From a very early age, I learned that…if even just for a minute…when I was entertaining and distracting people, they could forget about my imperfections.
Or perhaps so I could forget about them.
So I became funny. And sang a lot. I learned to play instruments. And make things.
And people were happy.
I sang solos in church.
I made people laugh.
I learned to make things like jewelry and decoupage and mosaics.
People liked that. It made them smile.
Then I became a teenager, and the people who were supposed to love me were constantly telling me to lose weight.
I didn’t like that.
They bought me Deal-a-Meal diet cards and Weight Watchers memberships and told me I would be so pretty if I would just lose weight.
And I believed them.
So I tried to do what they said.
But it didn’t work.
Because people resent doing things out of obligation.
We just want to be loved and accepted for who we are.
When we are told to change, what we are hearing is that we are not good enough.
That we are taking up too much precious space.
That we are not worthy of their time or their love.
We don’t want to do things out of debt and requirement.
We want to do them out of love.
In my teens I fell in very deep love with a male friend.
I spent years trying to win the unwinnable man.
Poured my efforts into him.
Wrote him songs and journals and poetry that he never read or heard.
When he told me to jump, I asked “how high?” and dropped everything at a moment’s notice to be with him.
I read the bible with him and the books he recommended and did everything just right.
Or so I thought.
I turned down dates with other men and spent evenings alone just waiting for his calls… that never came.
Unrequited love is painful. It makes us do truly crazy things.
I spent time and energy and money over and over and over again.
But it wasn’t enough. It was never enough.
Even after all these years, there is still the tiniest little candle flicker of hope in my heart that he will pull a Ted Mosby and show up with the blue french horn. (No, that’s not a euphemism.)
But what I’ve recently realized is that it is his very unwillingness to be won over that made me want him for so long.

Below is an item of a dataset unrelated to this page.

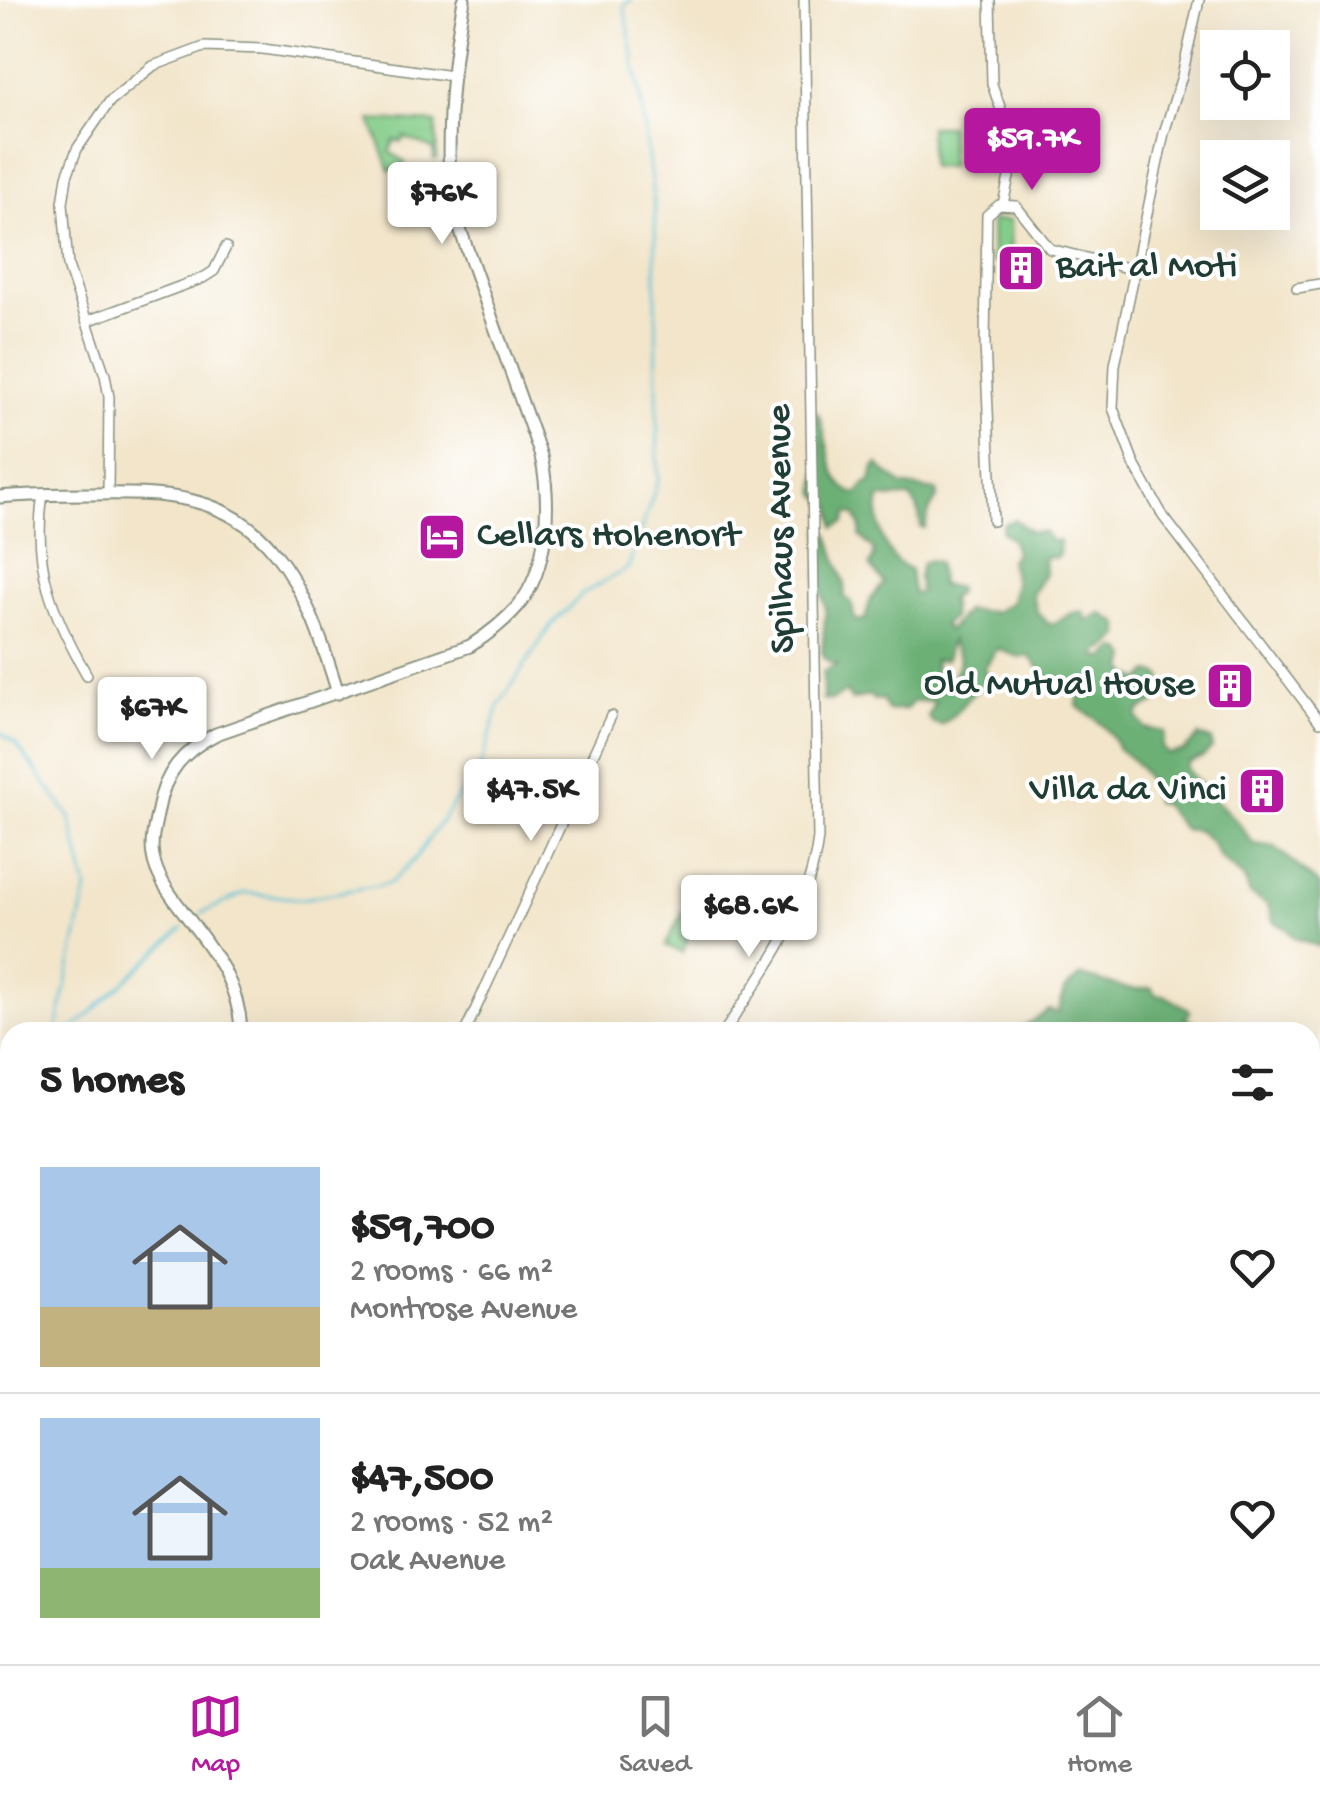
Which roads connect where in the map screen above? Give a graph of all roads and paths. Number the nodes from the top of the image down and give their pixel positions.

Just wanting what I can’t have.
And constantly playing out that happy ending in my mind.
Well guess what?
I’ve ended it.
And that makes it happy.
In my early twenties I recorded an album of songs about Jesus that I wrote and performed…but didn’t believe.
But I couldn’t admit that. I was terrified.
I wanted to be loved.
I wanted people to believe I was talented.
Then in my late twenties, I’d had enough pretending. I broke out of the Potter’s Hands and went off on my own, fast and loose for a while.
And during that time, I got pregnant.
Wanna find out who your village truly is?
Get knocked up out of wedlock when you’re supposed to be taking a sabbatical from ministry.
That village will dwindle pretty damned fast.
What I had to learn, on my own, is that building a village that is based on their perception of your goodness is not a village at all.
That is a jury.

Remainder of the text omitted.